Rather than being arbitrary and unregulated, a separate study of eight settlements by Tana noted they were actively managed and built on “broadly shared values and norms”. This included an initial registration process, involving questions aimed at sniffing out potential jihadist insurgents, and regular information-sharing meetings where problems are publicly discussed.

Reforms and camp monitoring

There is generally a difference in levels of accountability and transparency between old and new settlements, according to Bryld. “In the older camps there is a level of reciprocity between IDPs and gatekeepers. In the newer camps IDPs are more vulnerable and thus more prone to being exploited.”

Tana has been working with the Benadir Regional Administration (BRA), under which Mogadishu falls, to develop a new IDP policy and guidelines. Essentially, it involves creating procedures for vetting and registering gatekeepers, and then setting up an IDP settlement monitoring mechanism.

Hoden Ali of the BRA believes the way forward is for the local authorities to fully bring “settlement management under the authority of BRA”, she said. “This will also improve coordination between the aid agencies and the beneficiary community who are the displaced families themselves.”

But this will be difficult to achieve. The reality is the limited reach of an under-financed BRA and the complex power structure in Mogadishu where gatekeepers – linked to clans, militia, and landowners – are part of a system of influence.

“The gatekeepers provide a service; they give IDPs a place to stay and sort of look after them – if not in a wholly principled way.”

“The BRA is right to take on this task and implement their strong policy on IDPs. But it will take time, resources and legislative improvements to make that happen,” said Bryld. “In the meantime, we need to ensure gatekeeper accountability and transparency.”

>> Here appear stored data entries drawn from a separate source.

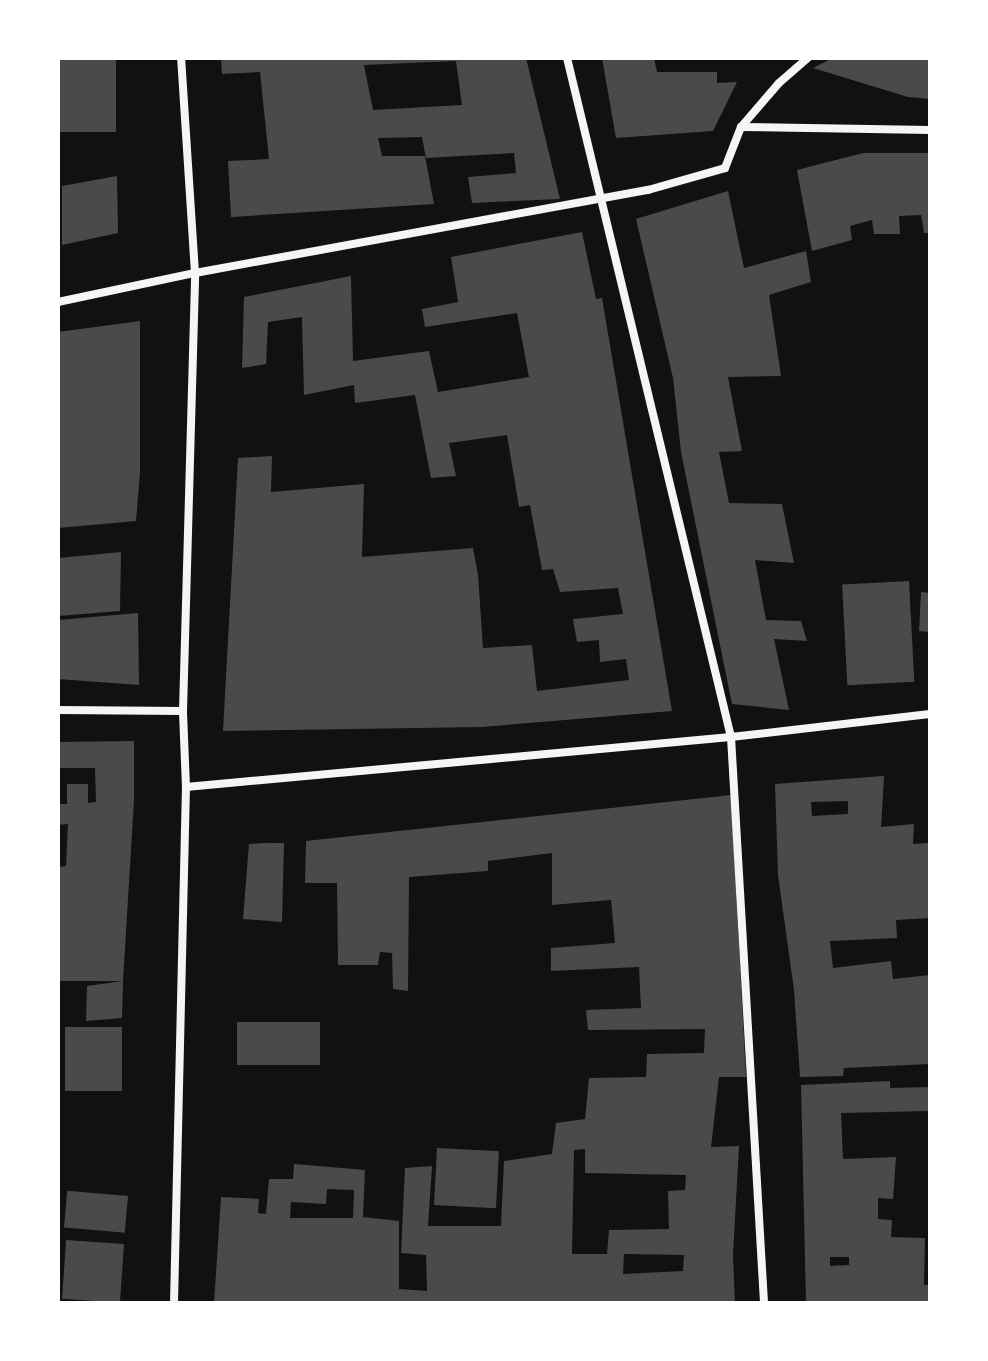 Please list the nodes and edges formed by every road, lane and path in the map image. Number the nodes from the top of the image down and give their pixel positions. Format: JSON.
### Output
{"nodes":[{"id":1,"x":181,"y":58,"type":"edge"},
{"id":2,"x":567,"y":58,"type":"edge"},
{"id":3,"x":808,"y":58,"type":"edge"},
{"id":4,"x":741,"y":127,"type":"junction"},
{"id":5,"x":930,"y":130,"type":"edge"},
{"id":6,"x":598,"y":197,"type":"junction"},
{"id":7,"x":195,"y":273,"type":"junction"},
{"id":8,"x":58,"y":302,"type":"edge"},
{"id":9,"x":58,"y":710,"type":"edge"},
{"id":10,"x":183,"y":711,"type":"junction"},
{"id":11,"x":930,"y":714,"type":"edge"},
{"id":12,"x":731,"y":737,"type":"junction"},
{"id":13,"x":186,"y":787,"type":"junction"},
{"id":14,"x":174,"y":1303,"type":"edge"},
{"id":15,"x":764,"y":1303,"type":"edge"}],
"edges":[{"from":1,"to":7,"type":"street"},
{"from":2,"to":6,"type":"street"},
{"from":3,"to":4,"type":"street"},
{"from":4,"to":5,"type":"street"},
{"from":4,"to":6,"type":"street"},
{"from":6,"to":7,"type":"street"},
{"from":6,"to":12,"type":"street"},
{"from":7,"to":8,"type":"street"},
{"from":7,"to":10,"type":"street"},
{"from":9,"to":10,"type":"street"},
{"from":10,"to":13,"type":"street"},
{"from":11,"to":12,"type":"street"},
{"from":12,"to":13,"type":"street"},
{"from":12,"to":15,"type":"street"},
{"from":13,"to":14,"type":"street"}]} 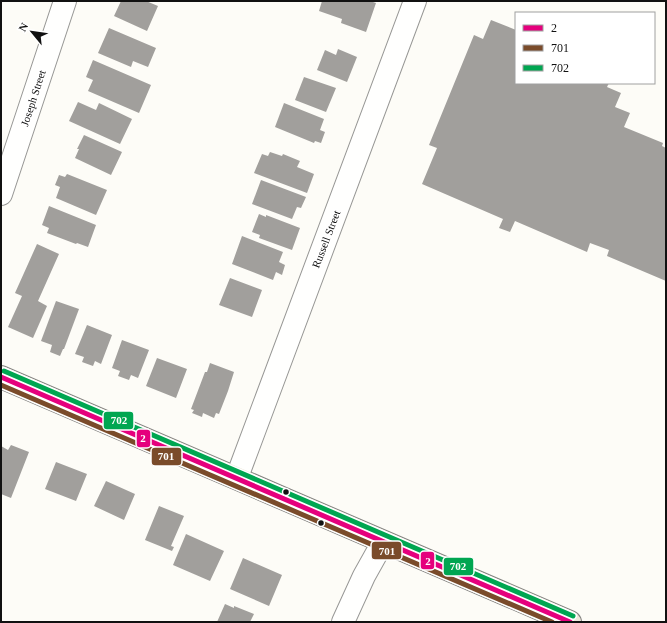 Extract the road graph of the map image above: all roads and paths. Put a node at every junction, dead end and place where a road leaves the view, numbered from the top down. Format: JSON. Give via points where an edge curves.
{"nodes":[{"id":1,"x":65,"y":1,"type":"edge"},
{"id":2,"x":415,"y":1,"type":"edge"},
{"id":3,"x":1,"y":194,"type":"edge"},
{"id":4,"x":1,"y":377,"type":"edge"},
{"id":5,"x":237,"y":477,"type":"junction"},
{"id":6,"x":383,"y":542,"type":"junction"},
{"id":7,"x":343,"y":622,"type":"edge"},
{"id":8,"x":570,"y":622,"type":"edge"}],
"edges":[{"from":1,"to":3,"type":"street","name":"Joseph Street"},
{"from":2,"to":5,"type":"street","name":"Russell Street"},
{"from":4,"to":5,"type":"main road"},
{"from":5,"to":6,"type":"main road"},
{"from":6,"to":7,"type":"street"},
{"from":6,"to":8,"type":"main road"}]} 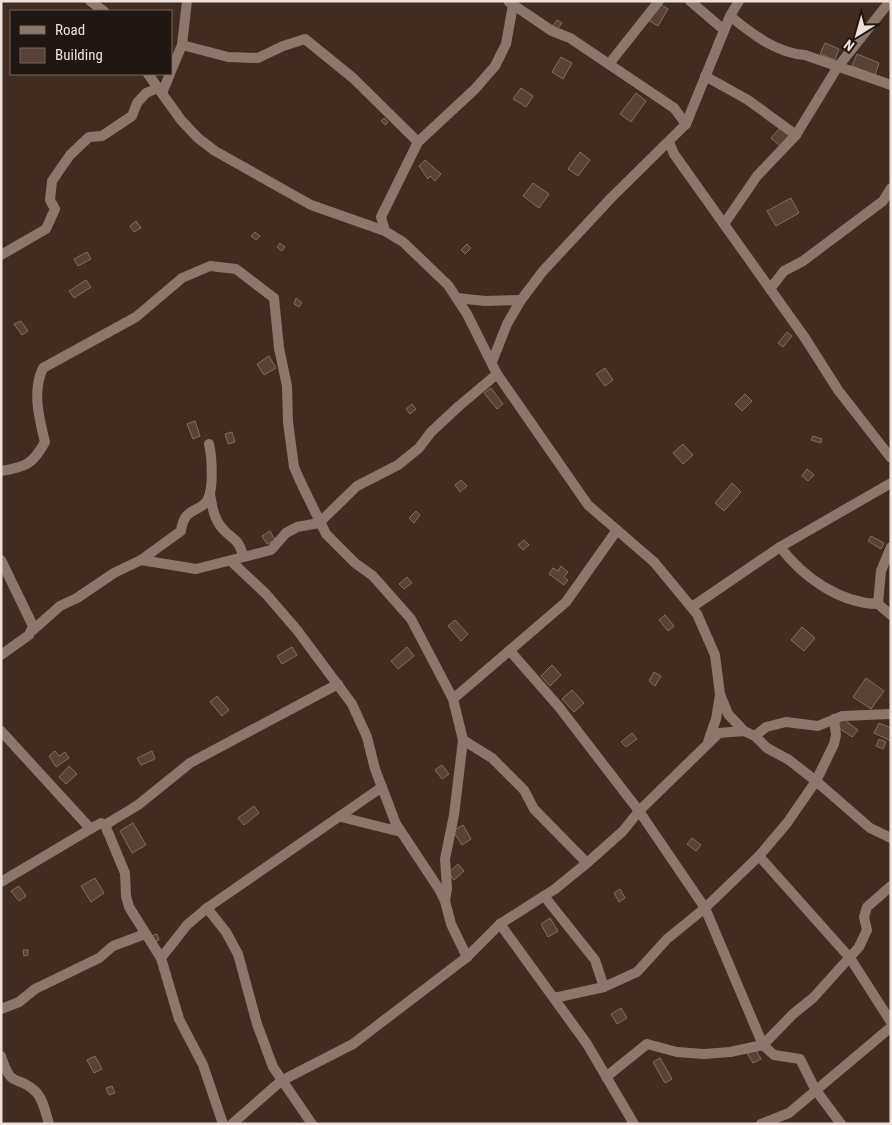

Brady, of OCHA, believes the system is here to stay but needs reform.

“The gatekeepers provide a service; they give IDPs a place to stay and sort of look after them – if not in a wholly principled way,” he said. “My opinion is that they are a reality and we need to work with them.” While many in government and the humanitarian community see them “as parasites and criminals who belong in jail, my question is, who replaces them? The challenge is to weed out the bad ones and co-opt the good ones into the [aid] system.”

(TOP PHOTO: An internally displaced people's camp in the Wardhigley district of the Somali capital Mogadishu.)